MPC emite parecer pela concessão de medida cautelar visando impedir divulgação de conteúdo autopromocional pelo prefeito de Vila Velha
Publicação em 13 de junho de 2022

O Ministério Público de Contas (MPC) apresentou Parecer em recurso de Agravo (Processo TCE/ES 8040/2021-9) com o objetivo de que o Tribunal de Contas do Estado do Espírito Santo (TCE/ES) reavalie sua decisão anterior e determine cautelarmente, com urgência, ao senhor Arnaldo Borgo Filho – enquanto estiver investido no cargo público de chefe do Executivo do município de Vila Velha – que retire, de suas contas privadas, postagens com conteúdo de promoção pessoal e que se abstenha de praticar a conduta de associar sua imagem e logomarca pessoal às ações e aos programas oficiais do município.
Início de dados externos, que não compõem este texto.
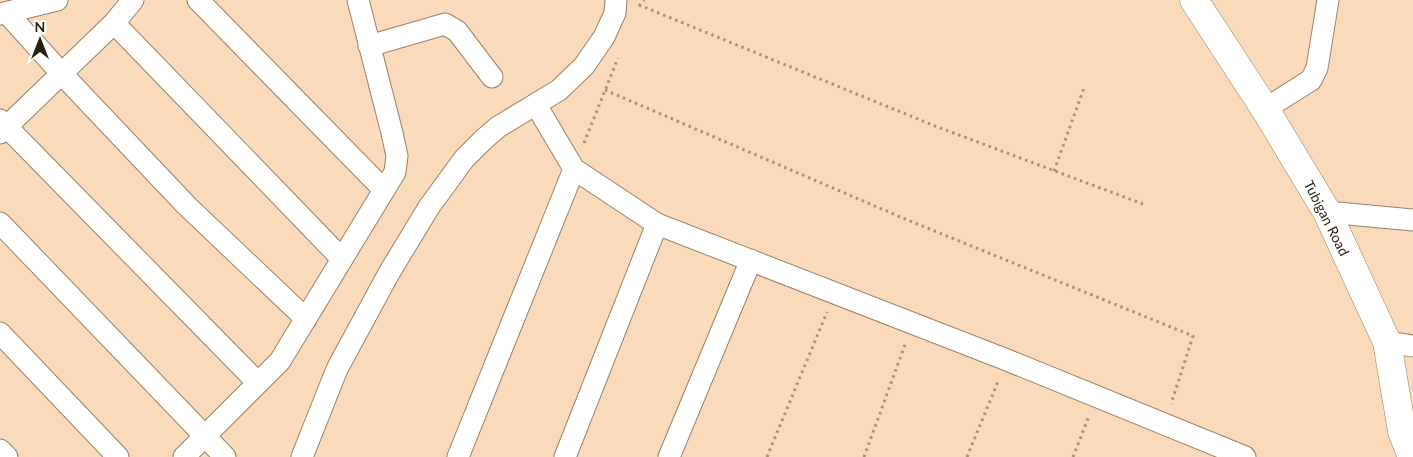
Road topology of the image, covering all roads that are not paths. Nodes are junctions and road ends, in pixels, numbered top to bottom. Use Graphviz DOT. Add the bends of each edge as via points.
graph roads {
  1 [pos="57,0"];
  2 [pos="134,0"];
  3 [pos="198,0"];
  4 [pos="358,0"];
  5 [pos="616,0"];
  6 [pos="1194,0"];
  7 [pos="1328,0"];
  8 [pos="3,14"];
  9 [pos="114,23"];
  10 [pos="370,46"];
  11 [pos="61,73"];
  12 [pos="492,77"];
  13 [pos="536,105"];
  14 [pos="1265,109"];
  15 [pos="2,126"];
  16 [pos="574,169"];
  17 [pos="384,190"];
  18 [pos="1327,212"];
  19 [pos="1413,219"];
  20 [pos="0,223"];
  21 [pos="657,224"];
  22 [pos="342,259"];
  23 [pos="751,260"];
  24 [pos="306,319"];
  25 [pos="0,333"];
  26 [pos="1400,344"];
  27 [pos="258,384"];
  28 [pos="205,436"];
  29 [pos="0,450"];
  30 [pos="7,457"];
  31 [pos="118,457"];
  32 [pos="184,457"];
  33 [pos="225,457"];
  34 [pos="302,457"];
  35 [pos="458,457"];
  36 [pos="565,457"];
  37 [pos="669,457"];
  38 [pos="1245,457"];
  39 [pos="1412,457"];
  1 -- 8 [label="street"];
  2 -- 9 [label="street"];
  3 -- 17 [label="street"];
  4 -- 10 [label="street"];
  5 -- 13 [label="street" via="615,13 604,37 584,66 559,90"];
  6 -- 14 [label="street, Tubigan Road"];
  7 -- 14 [label="street" via="1317,68 1310,80"];
  8 -- 11 [label="street"];
  9 -- 11 [label="street"];
  9 -- 22 [label="street"];
  10 -- 12 [label="street" via="445,24 457,31"];
  10 -- 17 [label="street" via="397,156 395,172"];
  11 -- 15 [label="street"];
  11 -- 24 [label="street" via="186,205"];
  13 -- 16 [label="street"];
  13 -- 34 [label="street" via="482,140 429,207 337,369"];
  14 -- 18 [label="street, Tubigan Road"];
  15 -- 27 [label="street"];
  16 -- 21 [label="street"];
  16 -- 35 [label="street"];
  17 -- 22 [label="street"];
  18 -- 19 [label="street"];
  18 -- 26 [label="street, Tubigan Road"];
  20 -- 28 [label="street"];
  21 -- 23 [label="street"];
  21 -- 36 [label="street"];
  22 -- 24 [label="street"];
  23 -- 37 [label="street"];
  23 -- 38 [label="street"];
  24 -- 27 [label="street" via="280,361"];
  25 -- 31 [label="street"];
  26 -- 39 [label="street, Tubigan Road" via="1402,431"];
  27 -- 28 [label="street"];
  28 -- 32 [label="street"];
  28 -- 33 [label="street"];
  29 -- 30 [label="street"];
}
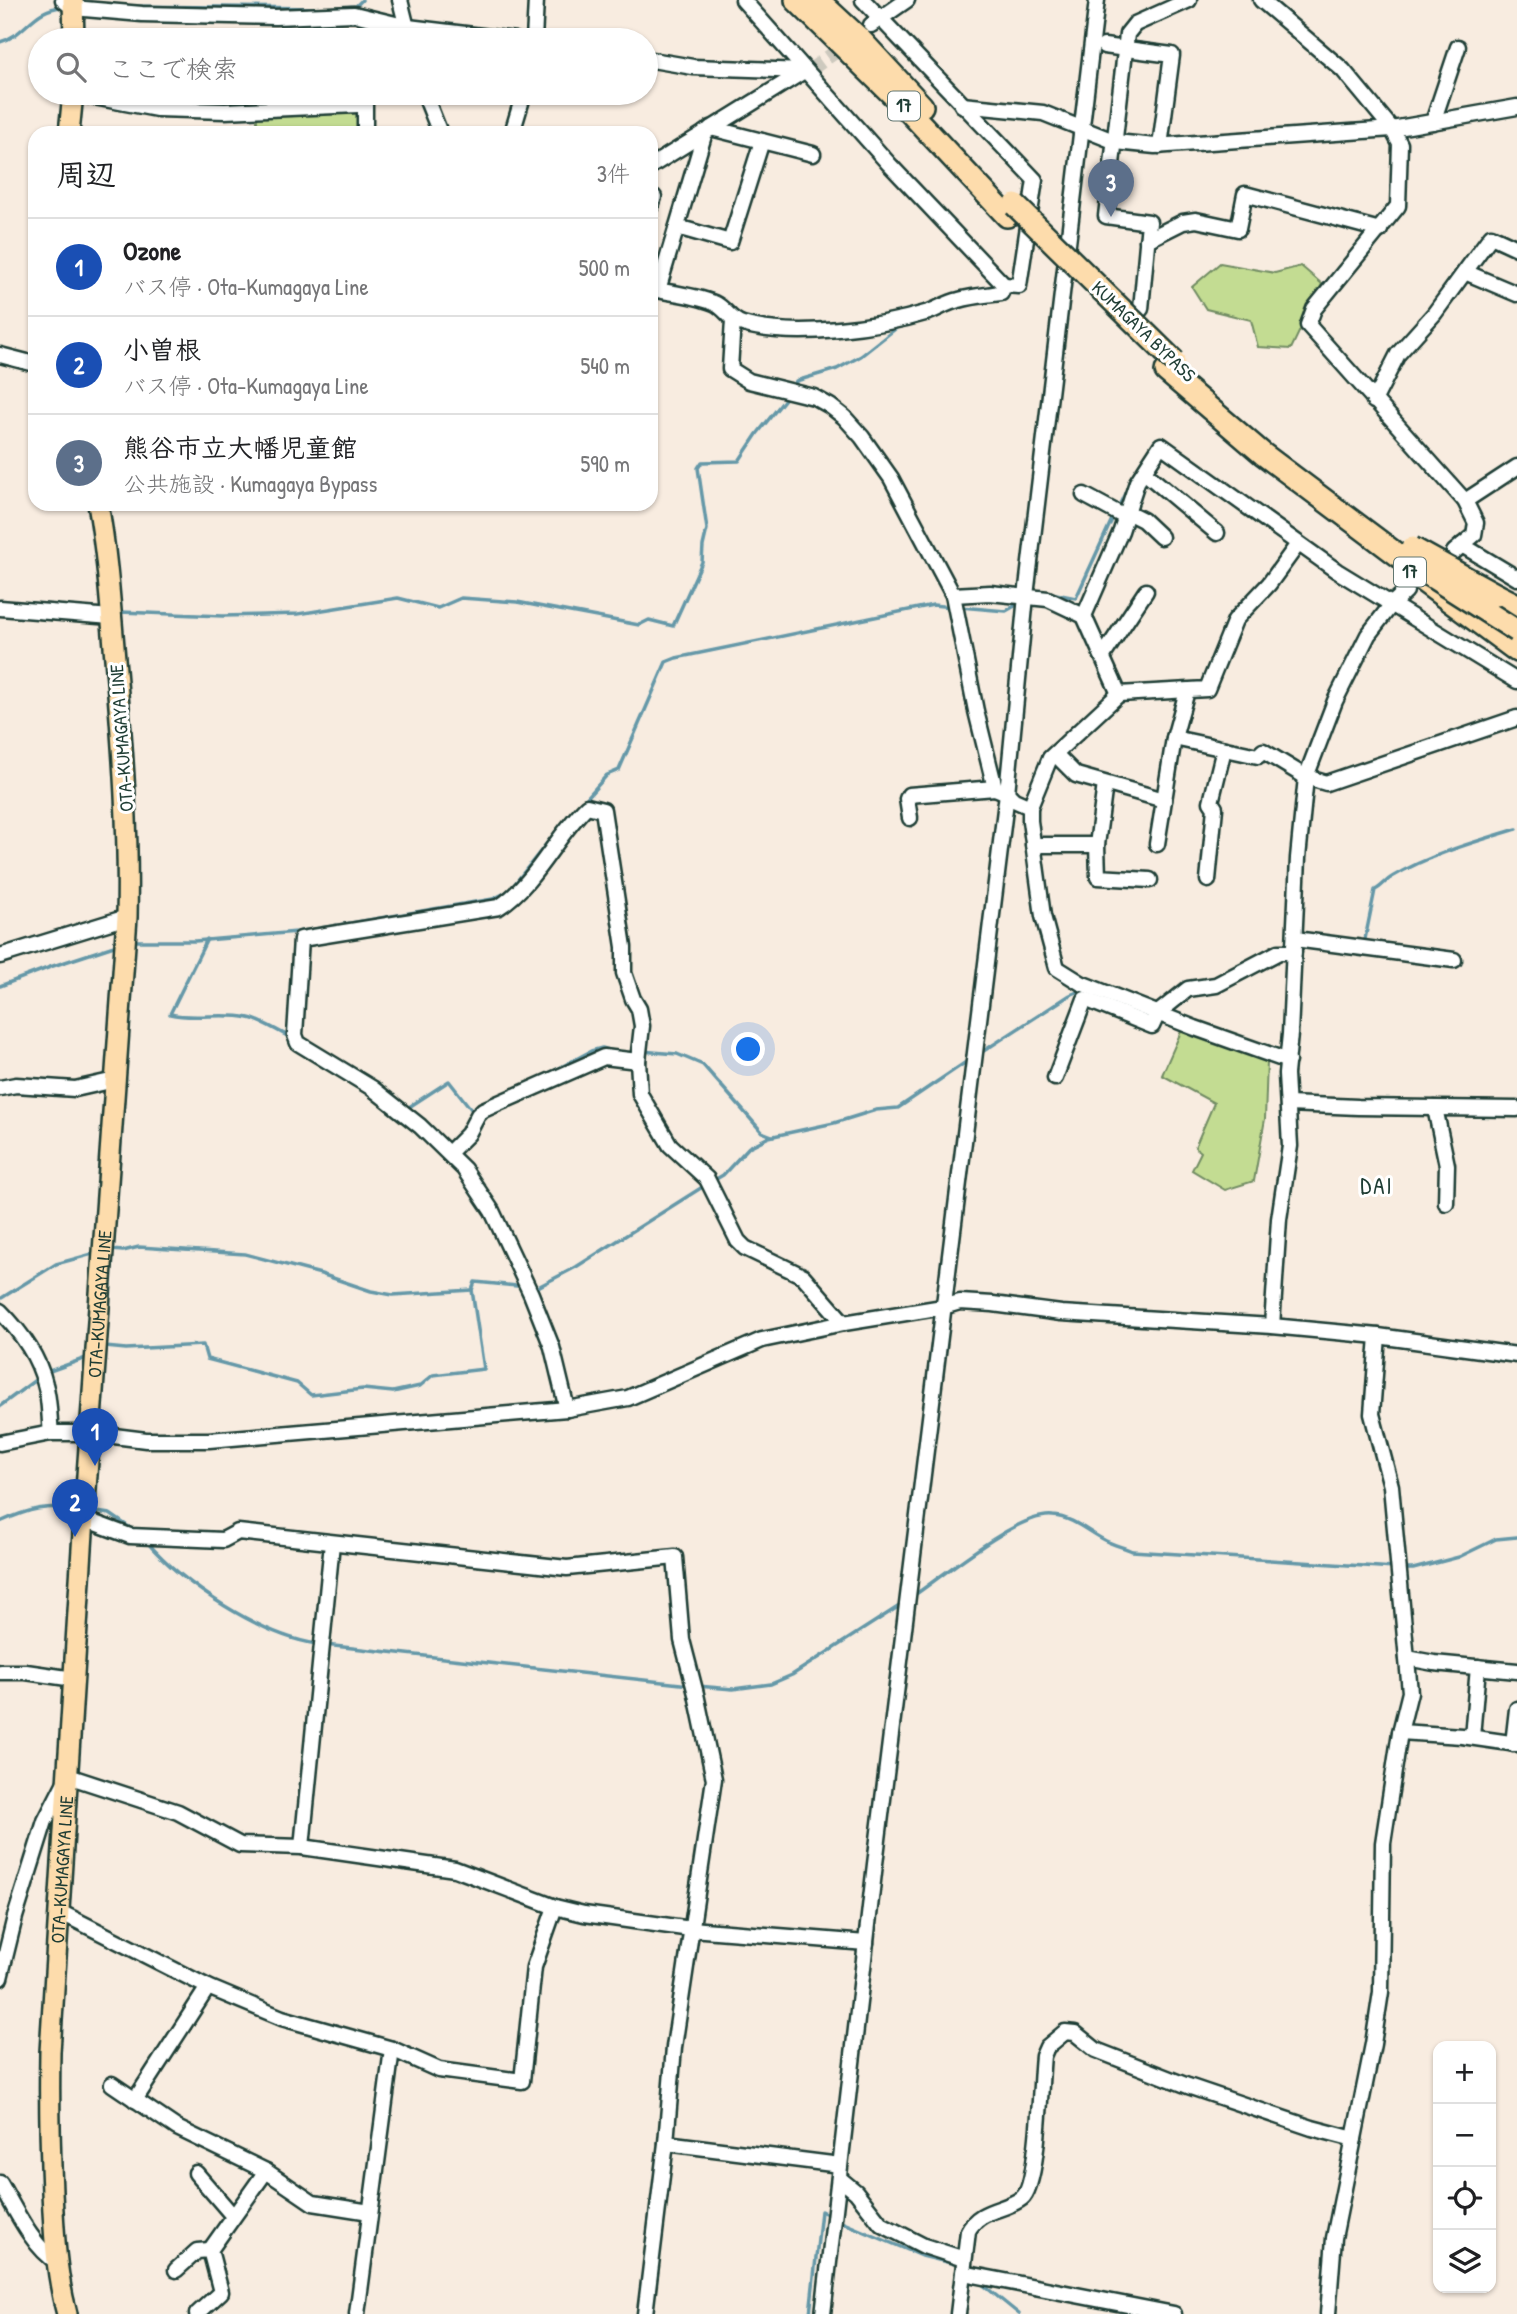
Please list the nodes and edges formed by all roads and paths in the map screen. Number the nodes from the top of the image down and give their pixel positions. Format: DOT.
graph roads {
  1 [pos="400,0"];
  2 [pos="536,0"];
  3 [pos="743,0"];
  4 [pos="779,0"];
  5 [pos="796,0"];
  6 [pos="818,0"];
  7 [pos="827,0"];
  8 [pos="863,0"];
  9 [pos="907,0"];
  10 [pos="1097,0"];
  11 [pos="1189,0"];
  12 [pos="1261,0"];
  13 [pos="69,3"];
  14 [pos="870,27"];
  15 [pos="72,28"];
  16 [pos="394,28"];
  17 [pos="408,28"];
  18 [pos="535,28"];
  19 [pos="1104,46"];
  20 [pos="1458,47"];
  21 [pos="1125,49"];
  22 [pos="658,61"];
  23 [pos="807,71"];
  24 [pos="962,104"];
  25 [pos="72,105"];
  26 [pos="136,105"];
  27 [pos="358,105"];
  28 [pos="366,105"];
  29 [pos="429,105"];
  30 [pos="520,105"];
  31 [pos="903,105"];
  32 [pos="1517,107"];
  33 [pos="1433,122"];
  34 [pos="70,126"];
  35 [pos="365,126"];
  36 [pos="437,126"];
  37 [pos="514,126"];
  38 [pos="1082,129"];
  39 [pos="1392,129"];
  40 [pos="708,130"];
  41 [pos="762,141"];
  42 [pos="1116,142"];
  43 [pos="1160,146"];
  44 [pos="813,154"];
  45 [pos="658,162"];
  46 [pos="1011,211"];
  47 [pos="677,226"];
  48 [pos="1380,230"];
  49 [pos="1147,240"];
  50 [pos="1517,248"];
  51 [pos="1465,272"];
  52 [pos="658,281"];
  53 [pos="1004,285"];
  54 [pos="658,291"];
  55 [pos="1517,294"];
  56 [pos="1141,309"];
  57 [pos="733,320"];
  58 [pos="0,355"];
  59 [pos="28,362"];
  60 [pos="1170,366"];
  61 [pos="1374,401"];
  62 [pos="1517,467"];
  63 [pos="1144,472"];
  64 [pos="1307,488"];
  65 [pos="1084,495"];
  66 [pos="1465,501"];
  67 [pos="99,511"];
  68 [pos="1126,514"];
  69 [pos="1217,533"];
  70 [pos="1161,537"];
  71 [pos="1298,544"];
  72 [pos="1403,551"];
  73 [pos="1517,578"];
  74 [pos="1146,591"];
  75 [pos="1406,591"];
  76 [pos="1031,597"];
  77 [pos="955,603"];
  78 [pos="1392,604"];
  79 [pos="1517,605"];
  80 [pos="0,608"];
  81 [pos="1084,616"];
  82 [pos="1517,616"];
  83 [pos="111,617"];
  84 [pos="1517,631"];
  85 [pos="1517,650"];
  86 [pos="1102,656"];
  87 [pos="1517,681"];
  88 [pos="1187,691"];
  89 [pos="1119,694"];
  90 [pos="1517,718"];
  91 [pos="1174,738"];
  92 [pos="1224,749"];
  93 [pos="1055,754"];
  94 [pos="1306,777"];
  95 [pos="1105,784"];
  96 [pos="1001,791"];
  97 [pos="1164,800"];
  98 [pos="1030,807"];
  99 [pos="910,818"];
  100 [pos="1033,845"];
  101 [pos="1097,845"];
  102 [pos="1157,845"];
  103 [pos="1150,880"];
  104 [pos="1208,880"];
  105 [pos="126,934"];
  106 [pos="1295,943"];
  107 [pos="0,956"];
  108 [pos="1454,960"];
  109 [pos="1157,1013"];
  110 [pos="639,1055"];
  111 [pos="1288,1061"];
  112 [pos="1055,1078"];
  113 [pos="115,1080"];
  114 [pos="0,1088"];
  115 [pos="1288,1104"];
  116 [pos="1435,1108"];
  117 [pos="1517,1109"];
  118 [pos="449,1153"];
  119 [pos="1446,1203"];
  120 [pos="943,1307"];
  121 [pos="0,1311"];
  122 [pos="844,1323"];
  123 [pos="1272,1326"];
  124 [pos="1378,1336"];
  125 [pos="1517,1355"];
  126 [pos="567,1409"];
  127 [pos="51,1433"];
  128 [pos="90,1433"];
  129 [pos="0,1443"];
  130 [pos="84,1513"];
  131 [pos="332,1543"];
  132 [pos="1407,1658"];
  133 [pos="1478,1667"];
  134 [pos="1517,1671"];
  135 [pos="0,1672"];
  136 [pos="74,1679"];
  137 [pos="1517,1709"];
  138 [pos="1400,1732"];
  139 [pos="1472,1737"];
  140 [pos="1515,1744"];
  141 [pos="68,1776"];
  142 [pos="302,1847"];
  143 [pos="555,1907"];
  144 [pos="58,1911"];
  145 [pos="15,1917"];
  146 [pos="0,1925"];
  147 [pos="691,1929"];
  148 [pos="866,1943"];
  149 [pos="0,1978"];
  150 [pos="208,1987"];
  151 [pos="392,2049"];
  152 [pos="111,2084"];
  153 [pos="135,2100"];
  154 [pos="1354,2139"];
  155 [pos="666,2143"];
  156 [pos="267,2171"];
  157 [pos="839,2171"];
  158 [pos="196,2173"];
  159 [pos="0,2183"];
  160 [pos="370,2212"];
  161 [pos="233,2216"];
  162 [pos="210,2250"];
  163 [pos="57,2262"];
  164 [pos="964,2266"];
  165 [pos="176,2270"];
  166 [pos="203,2312"];
  167 [pos="67,2314"];
  168 [pos="357,2314"];
  169 [pos="645,2314"];
  170 [pos="823,2314"];
  171 [pos="958,2314"];
  172 [pos="1174,2314"];
  173 [pos="1328,2314"];
  1 -- 17 [label="street"];
  2 -- 18 [label="street"];
  3 -- 23 [label="street"];
  4 -- 31 [label="highway, 17"];
  5 -- 31 [label="highway, KUMAGAYA BYPASS / 17"];
  6 -- 14 [label="highway, KUMAGAYA BYPASS / 17"];
  7 -- 14 [label="highway, 17"];
  8 -- 14 [label="street"];
  9 -- 14 [label="street"];
  10 -- 38 [label="street"];
  11 -- 21 [label="street"];
  12 -- 39 [label="street"];
  13 -- 15 [label="main road"];
  13 -- 16 [label="street"];
  14 -- 24 [label="street"];
  14 -- 46 [label="highway, KUMAGAYA BYPASS / 17"];
  19 -- 21 [label="street"];
  20 -- 33 [label="street"];
  21 -- 42 [label="street"];
  21 -- 43 [label="street"];
  22 -- 23 [label="street"];
  23 -- 40 [label="street"];
  23 -- 53 [label="street"];
  24 -- 38 [label="street"];
  24 -- 53 [label="street"];
  25 -- 34 [label="main road"];
  26 -- 27 [label="street"];
  28 -- 35 [label="street"];
  29 -- 36 [label="street"];
  30 -- 37 [label="street"];
  31 -- 46 [label="highway, KUMAGAYA BYPASS / 17"];
  32 -- 33 [label="street"];
  33 -- 39 [label="street"];
  38 -- 42 [label="street"];
  38 -- 76 [label="street"];
  39 -- 43 [label="street"];
  39 -- 48 [label="street"];
  40 -- 41 [label="street"];
  40 -- 45 [label="street"];
  40 -- 47 [label="street"];
  41 -- 44 [label="street"];
  41 -- 47 [label="street"];
  42 -- 43 [label="street"];
  42 -- 49 [label="street"];
  46 -- 60 [label="highway, KUMAGAYA BYPASS / 17, bridge"];
  47 -- 52 [label="street"];
  48 -- 49 [label="street"];
  48 -- 61 [label="street"];
  49 -- 56 [label="street"];
  50 -- 51 [label="street"];
  51 -- 55 [label="street"];
  51 -- 61 [label="street"];
  53 -- 57 [label="street"];
  54 -- 57 [label="street"];
  57 -- 77 [label="street"];
  58 -- 59 [label="street"];
  60 -- 64 [label="highway, KUMAGAYA BYPASS / 17"];
  60 -- 72 [label="highway, KUMAGAYA BYPASS / 17"];
  61 -- 66 [label="street"];
  62 -- 66 [label="street"];
  63 -- 68 [label="street"];
  63 -- 69 [label="street"];
  63 -- 71 [label="street"];
  64 -- 72 [label="highway, KUMAGAYA BYPASS / 17"];
  64 -- 85 [label="highway, 17"];
  65 -- 68 [label="street"];
  66 -- 73 [label="street"];
  67 -- 83 [label="main road, OTA-KUMAGAYA LINE"];
  68 -- 70 [label="street"];
  68 -- 81 [label="street"];
  71 -- 78 [label="street"];
  71 -- 88 [label="street"];
  72 -- 79 [label="highway, KUMAGAYA BYPASS / 17, bridge"];
  72 -- 82 [label="highway, 17, bridge"];
  72 -- 84 [label="highway, 17, bridge"];
  74 -- 86 [label="street"];
  75 -- 78 [label="street"];
  76 -- 77 [label="street"];
  76 -- 81 [label="street"];
  76 -- 96 [label="street"];
  77 -- 96 [label="street"];
  78 -- 87 [label="street"];
  78 -- 94 [label="street"];
  80 -- 83 [label="street"];
  81 -- 86 [label="street"];
  83 -- 105 [label="main road, OTA-KUMAGAYA LINE"];
  86 -- 89 [label="street"];
  88 -- 89 [label="street"];
  88 -- 91 [label="street"];
  89 -- 93 [label="street"];
  90 -- 94 [label="street"];
  91 -- 92 [label="street"];
  91 -- 97 [label="street"];
  92 -- 94 [label="street"];
  92 -- 104 [label="street"];
  93 -- 95 [label="street"];
  93 -- 98 [label="street"];
  94 -- 106 [label="street"];
  95 -- 97 [label="street"];
  95 -- 101 [label="street"];
  96 -- 98 [label="street"];
  96 -- 99 [label="street"];
  96 -- 120 [label="street"];
  97 -- 102 [label="street"];
  98 -- 100 [label="street"];
  100 -- 101 [label="street"];
  100 -- 109 [label="street"];
  101 -- 103 [label="street"];
  105 -- 107 [label="street"];
  105 -- 113 [label="main road, OTA-KUMAGAYA LINE"];
  106 -- 108 [label="street"];
  106 -- 109 [label="street"];
  106 -- 111 [label="street"];
  109 -- 111 [label="street"];
  109 -- 112 [label="street"];
  110 -- 118 [label="street"];
  110 -- 118 [label="street"];
  110 -- 122 [label="street"];
  111 -- 115 [label="street"];
  113 -- 114 [label="street"];
  113 -- 128 [label="main road, OTA-KUMAGAYA LINE"];
  115 -- 116 [label="street"];
  115 -- 123 [label="street"];
  116 -- 117 [label="street"];
  116 -- 119 [label="street"];
  118 -- 126 [label="street"];
  120 -- 122 [label="street"];
  120 -- 123 [label="street"];
  120 -- 148 [label="street"];
  121 -- 127 [label="street"];
  122 -- 126 [label="street"];
  123 -- 124 [label="street"];
  124 -- 125 [label="street"];
  124 -- 132 [label="street"];
  126 -- 128 [label="street"];
  127 -- 128 [label="street"];
  127 -- 129 [label="street"];
  128 -- 130 [label="main road, OTA-KUMAGAYA LINE"];
  130 -- 131 [label="street"];
  130 -- 136 [label="main road, OTA-KUMAGAYA LINE"];
  131 -- 142 [label="street"];
  131 -- 147 [label="street"];
  132 -- 133 [label="street"];
  132 -- 138 [label="street"];
  133 -- 134 [label="street"];
  133 -- 139 [label="street"];
  135 -- 136 [label="street"];
  136 -- 141 [label="main road, OTA-KUMAGAYA LINE"];
  137 -- 140 [label="street"];
  138 -- 139 [label="street"];
  138 -- 154 [label="street"];
  139 -- 140 [label="street"];
  141 -- 142 [label="street"];
  141 -- 144 [label="main road, OTA-KUMAGAYA LINE"];
  141 -- 145 [label="street"];
  142 -- 143 [label="street"];
  143 -- 147 [label="street"];
  143 -- 151 [label="street"];
  144 -- 150 [label="street"];
  144 -- 163 [label="main road, OTA-KUMAGAYA LINE"];
  145 -- 146 [label="street"];
  145 -- 149 [label="street"];
  147 -- 148 [label="street"];
  147 -- 155 [label="street"];
  148 -- 157 [label="street"];
  150 -- 151 [label="street"];
  150 -- 153 [label="street"];
  151 -- 160 [label="street"];
  152 -- 153 [label="street"];
  153 -- 156 [label="street"];
  154 -- 164 [label="street"];
  154 -- 173 [label="street"];
  155 -- 157 [label="street"];
  155 -- 169 [label="street"];
  156 -- 160 [label="street"];
  156 -- 161 [label="street"];
  157 -- 164 [label="street"];
  157 -- 170 [label="street"];
  158 -- 161 [label="street"];
  159 -- 163 [label="street"];
  160 -- 168 [label="street"];
  161 -- 162 [label="street"];
  162 -- 165 [label="street"];
  162 -- 166 [label="street"];
  163 -- 167 [label="main road, OTA-KUMAGAYA LINE"];
  164 -- 171 [label="street"];
  164 -- 172 [label="street"];
}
De acordo com o exposto no Parecer, a prática de promoção pessoal por agentes públicos é expressamente vedada pela Constituição Federal (art. 37, § 1º), a qual também prevê como postulados básicos da Administração Pública a impessoalidade e a moralidade.

O pedido cautelar de urgência do Órgão Ministerial estaria motivado na existência tanto do fundado receio de grave ofensa ao interesse público (probabilidade do direito) quanto do risco de ineficácia da decisão de mérito (perigo da demora até o fim do processo), requisitos dispostos nos incisos I e II do art. 376 do Regimento Interno do TCE/ES

A respeito do perigo da demora, o MPC destaca que “(…) enquanto estiverem disponíveis, as divulgações mantêm o potencial para alcançar mais pessoas e de produzir efeitos proporcionais ao público alcançado, estando correto o Ministério Público de Contas ao requerer a retirada das divulgações já publicadas (e porventura ainda disponíveis nas redes sociais) e também a abstenção de novas publicações, prevenindo um provável prejuízo decorrente da promoção pessoal indevida enquanto se discute o mérito; (…)”.

No que se refere à probabilidade do direito invocado, o Órgão Ministerial lembra que a Decisão Plenária agravada (17 – Decisão 03079/2021-6), ao se apoiar nas considerações da 14 – Manifestação Técnica de Cautelar 00110/2021-1 para indeferir a medida cautelar requerida (o que no direito se denomina motivação aliunde ou per relationem), teria adotado como seus os fundamentos produzidos pela Equipe Técnica e, portanto, reconhecido que “(…) o teor das postagens coletadas nos perfis sociais pessoais do representado (…) associam a figura do chefe do executivo municipal a uma ação da Prefeitura Municipal de Vila Velha, constituindo nítida promoção pessoal.”.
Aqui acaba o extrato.